John Towne (1711?–1791) was an English churchman and controversialist, archdeacon of Stow from 1765.

==Life==
Born about 1711, was educated at Clare Hall, Cambridge, where he graduated B.A. in 1732 and M.A. in 1736.

Towne became vicar of Thorpe-Ernald, Leicestershire, on 22 June 1740, and archdeacon of Stowe in 1765. He was a prebendary of Lincoln Cathedral, and rector of Little Paunton, Lincolnshire. He was a friend of William Warburton.

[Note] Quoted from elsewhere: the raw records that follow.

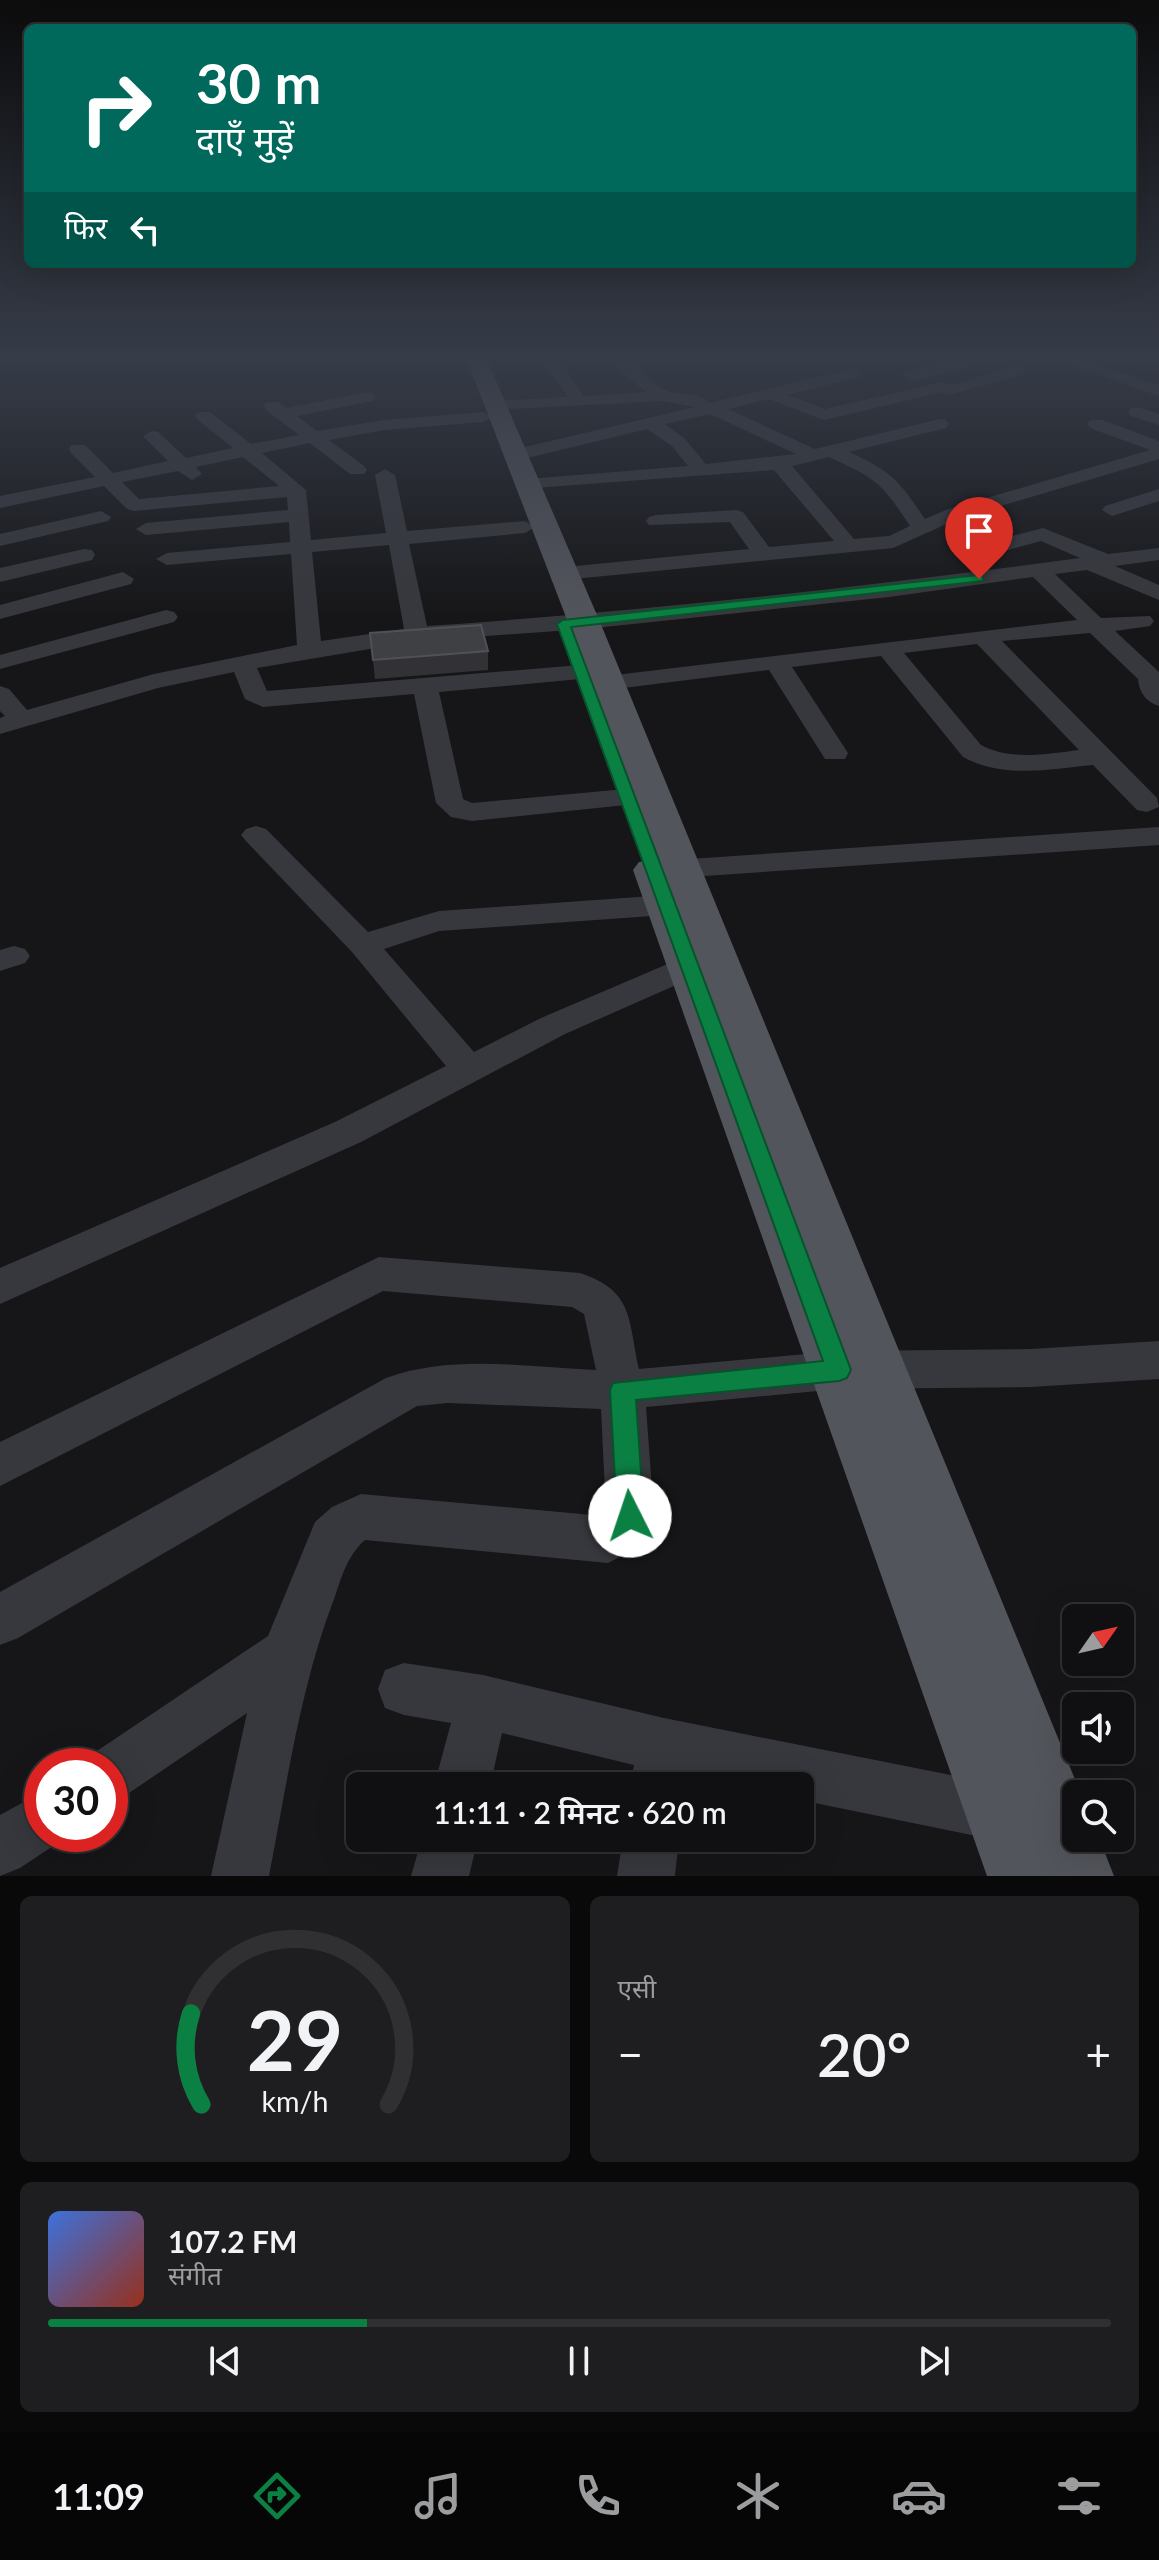 <!DOCTYPE html>
<html lang="hi">
<meta charset="utf-8">
<style>
body{margin:0;font-family:Lato,"Noto Sans Devanagari",sans-serif;background:#1e1e20;color:#f1f3f6;height:100vh;display:flex;flex-direction:column;font-size:30px;white-space:nowrap}
*{box-sizing:border-box;margin:0}
p{font-size:26px;color:#9c9d9f}
.icon{flex:none;width:44px;height:44px;fill:none;stroke:currentColor;stroke-width:2;stroke-linecap:round;stroke-linejoin:round}
.map{position:relative;height:1876px;overflow:hidden}
.details{display:flex;flex-direction:column;gap:20px;padding:20px;background:#09090a;flex:1}
.details>*{flex:none}
.hud{position:absolute;left:24px;top:24px;width:1112px;height:244px;border-radius:12px;box-shadow:0 8px 32px #0002,0 0 0 2px #303032;background:#00695c;color:#fff;overflow:hidden}
.needle{width:52px;rotate:56deg}
.controls{position:absolute;left:1062px;top:1604px;display:grid;gap:16px}
.controls a{display:grid;place-items:center;width:72px;height:72px;border-radius:12px;background:#101012;box-shadow:0 8px 32px #0002,0 0 0 2px #303032;font-size:40px}
.speed{position:absolute;left:24px;top:1748px;display:flex;gap:16px;font-size:40px;font-weight:700;text-align:center}
.speed>*{display:grid;place-content:center;width:104px;height:104px;border-radius:50%;background:#101012;box-shadow:0 8px 32px #0002,0 0 0 2px #303032;line-height:1}
.speed .limit{border:12px solid #d22;background:#fff;color:#111}
.pin{position:absolute;display:grid;place-items:center;width:68px;height:68px;color:#fff;margin:-82px -34px;border-radius:50% 50% 50% 0;rotate:-45deg;box-shadow:0 0 8px #0007}
.pin .icon{rotate:45deg}
.me{position:absolute;width:88px;margin:-44px;rotate:356deg;stroke-linejoin:round;filter:drop-shadow(0 0 6px #0008)}
.turn{display:flex;align-items:center;gap:28px;height:168px;padding:0 40px;font-size:36px}
.turn .icon{width:104px;height:104px;stroke-width:2.5}
.turn b{display:block;font-size:56px;line-height:68px}
.then{display:flex;align-items:center;height:76px;padding:0 40px;background:#0003;gap:16px;font-size:30px}
.big{font-size:60px;font-weight:600;line-height:1.1}
.details .widget{flex:1;display:flex;flex-direction:column;justify-content:center;gap:12px;min-width:0;padding:0 28px;border-radius:12px;background:#1e1e20}
.details .dial{align-items:center;gap:0}
.dial svg{height:208px;overflow:visible;fill:none;stroke:#303032;stroke-width:7;stroke-linecap:round;text-anchor:middle}
.dial text{fill:#f1f3f6;stroke:none}
.song{display:flex;align-items:center;gap:24px}
.cover{width:96px;height:96px;border-radius:12px;background:linear-gradient(135deg,hsl(220 70% 55%),hsl(10 70% 35%))}
.played{height:8px;border-radius:4px;background:linear-gradient(90deg,#0b8043 30%,#303032 30%)}
.keys{display:flex;justify-content:space-around;direction:ltr}
.heat{display:flex;justify-content:space-between;align-items:center;font-size:44px;direction:ltr}
.details .tiles{flex:1;display:grid;gap:20px;grid-template-columns:1fr 1fr}
.widget:last-child{grid-column:span 2}
.trip{position:absolute;left:346px;top:1772px;width:468px;height:80px;border-radius:12px;background:#101012;box-shadow:0 8px 32px #0002,0 0 0 2px #303032;font-weight:600;line-height:80px;text-align:center}
.tabs{display:flex;height:128px;justify-content:space-around;align-items:center;background:#060607;color:#9c9d9f}
.tabs .icon{width:56px;height:56px}
.tabs .active{color:#0b8043}
.tabs b{font-size:36px;color:#f1f3f6}
.map>svg:first-child{display:block}
.lines{fill:none;stroke-linecap:round;stroke-linejoin:round}
.minor{fill:#37383d;fill-rule:evenodd}
.major{fill:#53555c;fill-rule:evenodd}
.wall{fill:#323236}
.building{fill:#3f4044;stroke:#4f5156;stroke-width:2}
.route{fill:#0b8043;stroke:#07532c;stroke-width:2}
</style>
<div class="map">
<svg width="1159" height="1876" viewBox="0 0 1159 1876">
<rect width="100%" height="100%" fill="#161618"/>
<g class="lines">
<path class="minor" d="M539 355H555L584 396 647 392 627 377 617 364H592L584 359 591 355H623C639 362 649 385 668 391 682 397 698 390 709 403L853 369 859 371V377L788 395 825 409 943 382 950 385 1018 366 1024 368V374L949 395 942 392 824 420 769 399 728 409 815 449 940 419 946 420 949 424 946 428 849 452C893 472 899 481 925 519L946 510 1150 450 1090 428 1087 424 1090 420H1102L1159 441V459L960 518 893 548 563 580 555 578 552 573 555 568 749 549 730 522 649 525 646 521 649 517 656 515 736 510 743 512 769 547 834 541 774 470 521 489 518 485 528 479 688 466 672 446 647 429 515 461 508 459 506 455 508 451 695 407 663 401 490 410 487 406 490 402 496 401 568 397ZM710 414 796 454 706 464 684 438 665 424ZM829 457C877 479 881 482 910 526L889 536 854 539 792 466Z
M974 355H1000L998 358 914 381 902 375 904 372Z
M1044 355H1066L1159 385V396Z
M1114 355H1137L1153 362 1145 367Z
M367 392 373 393 376 397 373 401 297 416 317 431 384 420 483 412 492 417 483 422 384 430 329 440 364 466 367 470 364 474H350L310 443 262 453 306 490 311 540 386 533 375 475 385 469 395 475 407 531 525 521 535 527 525 533 409 544 427 626C646 611 863 587 1080 558L1041 541 981 557 970 551 973 546 1043 528 1108 554 1159 548V560L1115 566 1159 585V600L1087 570 1055 574 1101 618 1150 616 1154 621 1150 626 1115 631 1159 672V706C1146 702 1139 692 1138 679L1090 633 1002 641 1157 798 1159 807 1147 812 1137 810 1093 765C1050 769 1003 779 963 757L881 656 792 667 848 753 845 759H825L769 670 607 690 598 688 595 683 598 678 607 676 1077 620 1033 577 889 597 585 629 417 641 257 668 267 691 580 665 589 667 592 672 589 677 580 679 439 692 463 799 472 803 626 789 636 791 640 797 636 803 626 805 472 821 451 817 436 803 414 694 263 707 245 699 234 672 158 688 0 734V718L5 716 0 711V686L9 689 27 710 154 674 297 645 291 554 167 565 156 559 167 553 290 542 289 522 146 535 136 529 146 523 288 510 287 497 134 511 127 509 104 486 0 508V496L95 477 71 453 69 449 71 445H85L113 473 168 461 143 436 152 431 158 432 186 458 233 448 198 420 195 416 198 412H210L251 444 299 435 266 410 263 406 266 402H278L286 408ZM243 457 279 486 139 499 122 482 178 471 192 480 202 474 196 467ZM389 545 404 629 321 641 312 552ZM977 644 1079 750C1047 754 1011 761 981 745L904 653Z
M1137 407 1159 414V425L1131 416 1128 412 1131 408Z
M1159 489V501L1112 516 1102 510 1105 506Z
M101 511 111 517 108 521 0 546V534Z
M84 549 92 550 95 555 92 560 0 582V568Z
M123 572 134 579 131 584 0 619V605Z
M166 610 174 612 178 617 174 622 0 669V655Z
M256 826 266 829 368 932 439 911 666 895 677 898 682 905 677 912 666 915 439 931 384 949 474 1052 541 1018 677 960 689 956 701 960 705 967 701 974 565 1034 361 1142 0 1304V1268L335 1122 446 1066 352 952 246 841 241 835 246 829Z
M1159 827V845L660 879 649 876 645 870 649 864 660 861Z
M14 946 25 949 30 956 25 963 0 971V950Z
M379 1257 580 1273C634 1291 628 1319 639 1369L839 1351 1031 1349 1159 1341V1379L1031 1387 839 1389 646 1407 654 1516 639 1547 608 1563 365 1540C347 1556 342 1576 334 1599 300 1688 287 1783 269 1876H211L247 1713 129 1793 110 1802V1766H86L91 1755 268 1636 315 1522 332 1507 361 1494 603 1516 606 1513 601 1409 448 1403 417 1406 18 1638 0 1645V1592L386 1378C452 1354 527 1367 596 1370L584 1314 572 1307 383 1291 0 1486V1442Z
M404 1663 483 1675 664 1718 1001 1785 1021 1793 1029 1813 1021 1833 1001 1841 800 1800V1786H732L687 1777 686 1786H630L634 1765 502 1733 490 1786H434L451 1723 404 1715 385 1708 378 1689 385 1670Z
M42 1792V1834H64L62 1840 20 1868 0 1876V1815Z
M422 1838H478L469 1876H411Z
M623 1838H679L675 1876H617Z"/>
<path class="major" d="M465 355H485L600 622 1081 1794H1076V1838H1099L1114 1876H987L633 870 639 862 652 859 660 861Z"/>
</g>
<path class="wall" d="M370 633 488 651V670L375 679Z"/>
<path class="building" d="M481 625 488 651 373 660 370 633Z"/>
<linearGradient id="sky" x2="0" y2="1"><stop stop-color="#0c0c0d"/><stop offset="0.58" stop-color="#363c48"/><stop offset="1" stop-color="#363c48" stop-opacity="0"/></linearGradient>
<rect width="1159" height="617" fill="url(#sky)"/>
<path class="route" d="M979 575 983 576V581L571 627 851 1370 847 1378 839 1381 636 1400 644 1516 640 1526 630 1529 621 1526 617 1516 610 1390 613 1383 823 1361 557 624 563 620Z"/>
</svg>
<div class="controls">
<a><svg class="needle" viewBox="-14 -14 28 28"><path d="M0-13l5 13h-10z" fill="#e53935"/><path d="M0 13l5-13h-10z" fill="#9c9d9f"/></svg></a>
<a><svg class="icon" aria-label="sound" viewBox="0 0 24 24"><path d="M4 9h4l5-4v14l-5-4H4zM17 9q2 3 0 6"/></svg></a>
<a><svg class="icon" aria-label="search" viewBox="0 0 24 24"><circle cx="10" cy="10" r="6"/><path d="M15 15l6 6"/></svg></a>
</div>
<div class="speed"><div class="limit">30</div></div>
<div class="pin" style="left:979px;top:579px;background:#d93025"><svg class="icon" aria-label="arrive" viewBox="0 0 24 24"><path d="M6 21V4h12l-3 4 3 4H6"/></svg></div>
<svg class="me" style="left:630px;top:1516px" viewBox="-20 -20 40 40"><circle r="19" fill="#fff"/><path d="M0-13L10 11 0 6-10 11z" fill="#0b8043"/></svg>
<div class="trip">11:11 · 2 मिनट · 620 m</div>
<div class="hud">
<div class="turn"><svg class="icon" aria-label="right" viewBox="0 0 24 24"><path d="M7 20v-9h11M14 6l5 5-5 5"/></svg><div><b>30 m</b>दाएँ मुड़ें</div></div>
<div class="then">फिर<svg class="icon" aria-label="left" viewBox="0 0 24 24"><path d="M17 20v-9H6M10 6l-5 5 5 5"/></svg></div>
</div>
</div>
<section class="details">
<div class="tiles">
<div class="widget dial"><svg viewBox="0 0 100 80">
<path d="M14 69A42 42 0 1 1 86 69"/>
<path d="M14 69A42 42 0 0 1 10 34" stroke="#0b8043"/>
<text x="50" y="56" font-size="32" font-weight="700">29</text>
<text x="50" y="72" font-size="11">km/h</text>
</svg></div>
<div class="widget"><p>एसी</p>
<div class="heat"><a>−</a><b class="big">20°</b><a>+</a></div>
</div>
<div class="widget">
<div class="song"><i class="cover"></i><div><b>107.2 FM</b><p>संगीत</p></div></div>
<div class="played"></div>
<div class="keys"><svg class="icon" aria-label="previous" viewBox="0 0 24 24"><path d="M18 5L8 12l10 7zM5 5v14"/></svg><svg class="icon" aria-label="pause" viewBox="0 0 24 24"><path d="M8 5v14M16 5v14"/></svg><svg class="icon" aria-label="next" viewBox="0 0 24 24"><path d="M6 5l10 7-10 7zM19 5v14"/></svg></div>
</div>
</div>
</section>
<nav class="tabs">
<b>11:09</b>
<svg class="icon active" aria-label="directions" viewBox="0 0 24 24"><path d="M12 3l9 9-9 9-9-9zM9 14v-3h6M13 9l2 2-2 2"/></svg>
<svg class="icon" aria-label="music" viewBox="0 0 24 24"><path d="M9 18V5l10-2v13"/><circle cx="6" cy="18" r="3"/><circle cx="16" cy="16" r="3"/></svg>
<svg class="icon" aria-label="phone" viewBox="0 0 24 24"><path d="M5 4h4l2 5-3 2q2 4 5 5l2-3 5 2v4C11 20 4 13 5 4z"/></svg>
<svg class="icon" aria-label="climate" viewBox="0 0 24 24"><path d="M12 3v18M4 7l16 10M4 17L20 7"/></svg>
<svg class="icon" aria-label="car" viewBox="0 0 24 24"><path d="M5 17H2v-5l4-1 3-4h7l3 4 3 1v5h-3M9 17h6M6 11h13"/><circle cx="7" cy="17" r="2"/><circle cx="17" cy="17" r="2"/></svg>
<svg class="icon" aria-label="filters" viewBox="0 0 24 24"><path d="M4 7h16M4 17h16"/><circle cx="9" cy="7" r="2"/><circle cx="15" cy="17" r="2"/></svg>
</nav>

Towne died on 15 March 1791 at Little Paunton, where he was buried, a mural tablet being erected to his memory in the church. By his wife Anne, who died on 31 January 1754, he left three daughters and one son, who became a painter and died young.

==Works==
His works are:

- A Critical Inquiry into the Opinions and Practice of the Ancient Philosophers, concerning the nature of the Soul and a Future State, and their method of teaching by the double doctrine, (anon.), London, 1747. With a preface by William Warburton; 2nd edit. London, 1748.
- The Argument of the Divine Legation, fairly stated and returned to the Deists, to whom it was originally addressed’ London, 1751. Defence of Warburton's The Divine Legation of Moses.
- A Free and Candid Examination of the Principles advanced in the … Bishop of London's … Sermons, lately published; and in his … Discourses on Prophecy (anon.), London, 1756. To Thomas Sherlock.
- Dissertation on the Antient Mysteries, London, 1766.
- Remarks on Dr. Lowth's Letter to the Bishop of Gloucester. With the Bishop's Appendix, and the second Epistolary Correspondence between his Lordship and the Doctor annexed (anon.), 2 pts. London, 1766. On the debate of Warburton with Robert Lowth.
- Exposition of the Orthodox System of Civil Rights, and Church Power; addressed to Dr. Stebbing. To Henry Stebbing.